● **WHAT YOU HAVE TO DO**: Scanning the entries below, copy every line that contains the word "Eschenhaustrasse".

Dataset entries
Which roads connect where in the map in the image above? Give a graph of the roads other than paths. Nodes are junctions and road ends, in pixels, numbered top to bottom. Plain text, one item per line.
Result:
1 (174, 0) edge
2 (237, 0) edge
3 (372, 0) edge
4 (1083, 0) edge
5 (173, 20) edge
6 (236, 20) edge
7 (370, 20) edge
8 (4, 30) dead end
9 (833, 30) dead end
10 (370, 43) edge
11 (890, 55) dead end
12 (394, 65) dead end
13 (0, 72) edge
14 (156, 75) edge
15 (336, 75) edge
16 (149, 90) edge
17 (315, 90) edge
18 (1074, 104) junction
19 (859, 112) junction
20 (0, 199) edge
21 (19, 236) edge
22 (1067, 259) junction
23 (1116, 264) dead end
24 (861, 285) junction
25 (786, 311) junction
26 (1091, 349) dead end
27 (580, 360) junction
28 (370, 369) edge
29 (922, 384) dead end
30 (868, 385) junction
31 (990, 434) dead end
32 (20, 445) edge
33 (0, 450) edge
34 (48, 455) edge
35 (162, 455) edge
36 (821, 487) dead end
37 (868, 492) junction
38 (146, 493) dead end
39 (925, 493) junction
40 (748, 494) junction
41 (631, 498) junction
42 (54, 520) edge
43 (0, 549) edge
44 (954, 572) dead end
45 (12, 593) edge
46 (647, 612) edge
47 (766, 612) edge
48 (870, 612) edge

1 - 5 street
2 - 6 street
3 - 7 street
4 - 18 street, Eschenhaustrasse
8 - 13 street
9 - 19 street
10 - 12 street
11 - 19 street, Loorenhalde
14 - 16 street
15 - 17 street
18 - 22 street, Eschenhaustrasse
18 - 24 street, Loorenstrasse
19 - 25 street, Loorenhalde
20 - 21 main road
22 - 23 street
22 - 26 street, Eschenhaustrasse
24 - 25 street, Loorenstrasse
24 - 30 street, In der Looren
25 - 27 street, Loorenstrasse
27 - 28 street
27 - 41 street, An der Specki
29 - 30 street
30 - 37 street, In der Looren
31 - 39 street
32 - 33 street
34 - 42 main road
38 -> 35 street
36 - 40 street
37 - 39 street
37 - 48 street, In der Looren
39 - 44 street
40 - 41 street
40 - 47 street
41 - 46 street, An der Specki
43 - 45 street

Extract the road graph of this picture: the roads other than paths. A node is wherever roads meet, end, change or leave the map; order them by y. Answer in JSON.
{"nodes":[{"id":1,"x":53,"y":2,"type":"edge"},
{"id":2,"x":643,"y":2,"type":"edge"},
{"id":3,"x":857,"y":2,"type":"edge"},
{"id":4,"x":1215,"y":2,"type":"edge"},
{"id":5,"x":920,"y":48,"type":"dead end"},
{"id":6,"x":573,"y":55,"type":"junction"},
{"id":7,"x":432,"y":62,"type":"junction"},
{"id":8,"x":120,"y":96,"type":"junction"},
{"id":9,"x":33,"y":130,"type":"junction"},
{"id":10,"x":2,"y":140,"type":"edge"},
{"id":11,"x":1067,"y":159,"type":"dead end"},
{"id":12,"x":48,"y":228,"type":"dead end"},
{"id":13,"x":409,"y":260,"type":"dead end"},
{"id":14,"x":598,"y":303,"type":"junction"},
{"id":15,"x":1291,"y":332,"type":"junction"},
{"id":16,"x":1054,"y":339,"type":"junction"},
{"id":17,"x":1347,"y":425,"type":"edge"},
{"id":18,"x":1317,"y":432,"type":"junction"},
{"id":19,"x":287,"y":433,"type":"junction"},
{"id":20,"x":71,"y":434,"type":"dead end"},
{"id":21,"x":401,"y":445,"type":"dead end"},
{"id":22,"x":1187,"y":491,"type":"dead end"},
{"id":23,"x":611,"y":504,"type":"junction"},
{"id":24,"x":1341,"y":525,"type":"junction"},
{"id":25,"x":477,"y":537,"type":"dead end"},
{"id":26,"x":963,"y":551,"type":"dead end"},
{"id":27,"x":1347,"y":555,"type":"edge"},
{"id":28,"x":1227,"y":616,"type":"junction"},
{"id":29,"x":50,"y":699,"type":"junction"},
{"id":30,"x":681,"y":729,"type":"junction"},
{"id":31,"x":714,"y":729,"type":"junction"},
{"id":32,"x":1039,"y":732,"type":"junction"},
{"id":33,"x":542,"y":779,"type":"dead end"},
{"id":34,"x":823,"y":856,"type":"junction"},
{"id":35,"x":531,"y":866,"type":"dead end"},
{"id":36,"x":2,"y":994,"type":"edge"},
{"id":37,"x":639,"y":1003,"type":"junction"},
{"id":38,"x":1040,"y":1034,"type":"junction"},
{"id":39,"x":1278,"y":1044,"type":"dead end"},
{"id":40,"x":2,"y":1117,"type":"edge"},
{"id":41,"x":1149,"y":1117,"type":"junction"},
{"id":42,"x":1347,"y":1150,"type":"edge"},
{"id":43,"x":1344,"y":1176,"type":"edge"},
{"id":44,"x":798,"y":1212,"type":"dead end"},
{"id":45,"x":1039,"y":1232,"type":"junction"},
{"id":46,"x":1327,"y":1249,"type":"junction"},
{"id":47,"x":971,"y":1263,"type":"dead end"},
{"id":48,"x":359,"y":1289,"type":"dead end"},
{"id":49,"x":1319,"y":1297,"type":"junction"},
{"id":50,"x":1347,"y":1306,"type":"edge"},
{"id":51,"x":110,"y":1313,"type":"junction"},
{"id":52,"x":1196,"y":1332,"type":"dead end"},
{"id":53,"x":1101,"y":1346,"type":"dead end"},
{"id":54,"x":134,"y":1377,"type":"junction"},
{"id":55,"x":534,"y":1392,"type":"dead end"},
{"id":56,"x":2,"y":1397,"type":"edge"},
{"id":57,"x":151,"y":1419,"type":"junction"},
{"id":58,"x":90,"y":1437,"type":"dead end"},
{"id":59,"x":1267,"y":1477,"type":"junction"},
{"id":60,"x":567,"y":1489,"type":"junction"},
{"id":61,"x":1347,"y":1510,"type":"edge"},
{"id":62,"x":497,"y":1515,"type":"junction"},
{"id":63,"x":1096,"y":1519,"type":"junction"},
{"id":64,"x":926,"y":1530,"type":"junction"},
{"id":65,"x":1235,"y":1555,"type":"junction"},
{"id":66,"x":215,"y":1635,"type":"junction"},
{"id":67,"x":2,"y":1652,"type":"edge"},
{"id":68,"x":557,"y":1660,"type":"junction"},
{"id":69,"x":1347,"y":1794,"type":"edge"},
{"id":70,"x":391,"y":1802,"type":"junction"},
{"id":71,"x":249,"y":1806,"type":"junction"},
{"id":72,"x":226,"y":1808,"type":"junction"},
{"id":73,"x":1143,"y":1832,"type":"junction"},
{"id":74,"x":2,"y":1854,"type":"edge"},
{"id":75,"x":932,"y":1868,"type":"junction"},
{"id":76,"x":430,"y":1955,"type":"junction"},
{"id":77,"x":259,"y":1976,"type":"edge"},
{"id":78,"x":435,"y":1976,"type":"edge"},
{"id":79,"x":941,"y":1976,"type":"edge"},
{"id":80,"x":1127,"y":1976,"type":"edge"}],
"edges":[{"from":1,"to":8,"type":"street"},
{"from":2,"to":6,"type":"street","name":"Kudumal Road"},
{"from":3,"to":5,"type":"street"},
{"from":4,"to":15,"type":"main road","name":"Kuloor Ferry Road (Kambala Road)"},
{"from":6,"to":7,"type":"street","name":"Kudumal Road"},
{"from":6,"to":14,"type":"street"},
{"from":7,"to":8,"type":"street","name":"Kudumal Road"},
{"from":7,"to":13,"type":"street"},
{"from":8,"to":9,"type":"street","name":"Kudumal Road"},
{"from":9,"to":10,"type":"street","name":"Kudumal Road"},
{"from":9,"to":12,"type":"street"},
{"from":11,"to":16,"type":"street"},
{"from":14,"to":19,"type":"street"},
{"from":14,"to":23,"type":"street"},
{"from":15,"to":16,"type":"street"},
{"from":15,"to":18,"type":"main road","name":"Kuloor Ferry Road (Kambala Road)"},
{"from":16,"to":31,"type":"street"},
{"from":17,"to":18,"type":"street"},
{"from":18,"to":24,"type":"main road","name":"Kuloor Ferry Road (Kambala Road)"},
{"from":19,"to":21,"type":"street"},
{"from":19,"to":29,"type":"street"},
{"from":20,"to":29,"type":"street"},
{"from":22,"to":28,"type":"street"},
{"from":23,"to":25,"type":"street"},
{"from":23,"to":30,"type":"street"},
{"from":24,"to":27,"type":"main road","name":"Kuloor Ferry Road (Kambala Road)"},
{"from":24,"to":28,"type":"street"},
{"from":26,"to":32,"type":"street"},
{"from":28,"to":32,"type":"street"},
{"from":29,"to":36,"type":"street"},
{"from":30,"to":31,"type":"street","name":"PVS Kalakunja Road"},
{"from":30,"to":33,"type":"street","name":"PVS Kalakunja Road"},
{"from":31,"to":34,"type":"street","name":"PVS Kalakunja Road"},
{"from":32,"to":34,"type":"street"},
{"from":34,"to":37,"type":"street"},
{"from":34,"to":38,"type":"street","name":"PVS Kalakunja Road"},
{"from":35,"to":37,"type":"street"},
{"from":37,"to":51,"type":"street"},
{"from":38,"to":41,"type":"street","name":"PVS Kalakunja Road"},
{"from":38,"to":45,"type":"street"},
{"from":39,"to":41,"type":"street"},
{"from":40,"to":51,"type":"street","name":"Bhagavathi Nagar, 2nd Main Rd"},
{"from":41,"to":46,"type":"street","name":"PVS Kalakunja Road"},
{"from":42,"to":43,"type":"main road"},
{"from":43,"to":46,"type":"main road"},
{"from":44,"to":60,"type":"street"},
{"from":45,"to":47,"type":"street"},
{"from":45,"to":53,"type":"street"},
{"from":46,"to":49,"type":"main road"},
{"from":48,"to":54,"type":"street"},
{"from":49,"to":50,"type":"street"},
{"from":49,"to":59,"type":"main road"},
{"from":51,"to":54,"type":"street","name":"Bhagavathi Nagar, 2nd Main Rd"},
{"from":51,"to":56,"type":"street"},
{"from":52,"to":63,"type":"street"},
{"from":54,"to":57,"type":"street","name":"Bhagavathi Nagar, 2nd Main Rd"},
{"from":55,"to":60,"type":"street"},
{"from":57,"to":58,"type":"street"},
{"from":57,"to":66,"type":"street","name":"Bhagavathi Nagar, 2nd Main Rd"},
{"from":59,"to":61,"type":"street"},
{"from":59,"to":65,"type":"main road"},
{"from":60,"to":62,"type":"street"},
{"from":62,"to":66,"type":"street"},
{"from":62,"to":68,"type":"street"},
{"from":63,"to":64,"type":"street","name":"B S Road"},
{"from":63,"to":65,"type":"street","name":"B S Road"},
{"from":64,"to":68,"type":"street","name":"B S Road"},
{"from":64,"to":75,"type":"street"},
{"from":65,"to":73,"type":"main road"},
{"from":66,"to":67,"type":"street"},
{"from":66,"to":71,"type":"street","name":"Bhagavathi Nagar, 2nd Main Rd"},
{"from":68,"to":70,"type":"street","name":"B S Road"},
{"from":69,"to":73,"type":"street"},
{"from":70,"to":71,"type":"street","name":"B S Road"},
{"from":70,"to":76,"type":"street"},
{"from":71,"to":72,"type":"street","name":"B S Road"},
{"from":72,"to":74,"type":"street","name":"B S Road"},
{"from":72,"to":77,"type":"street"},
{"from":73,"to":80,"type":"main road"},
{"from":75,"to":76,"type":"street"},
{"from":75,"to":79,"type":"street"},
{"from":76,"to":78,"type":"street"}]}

● **COMPLETED EXERCISE**:
4 - 18 street, Eschenhaustrasse
18 - 22 street, Eschenhaustrasse
22 - 26 street, Eschenhaustrasse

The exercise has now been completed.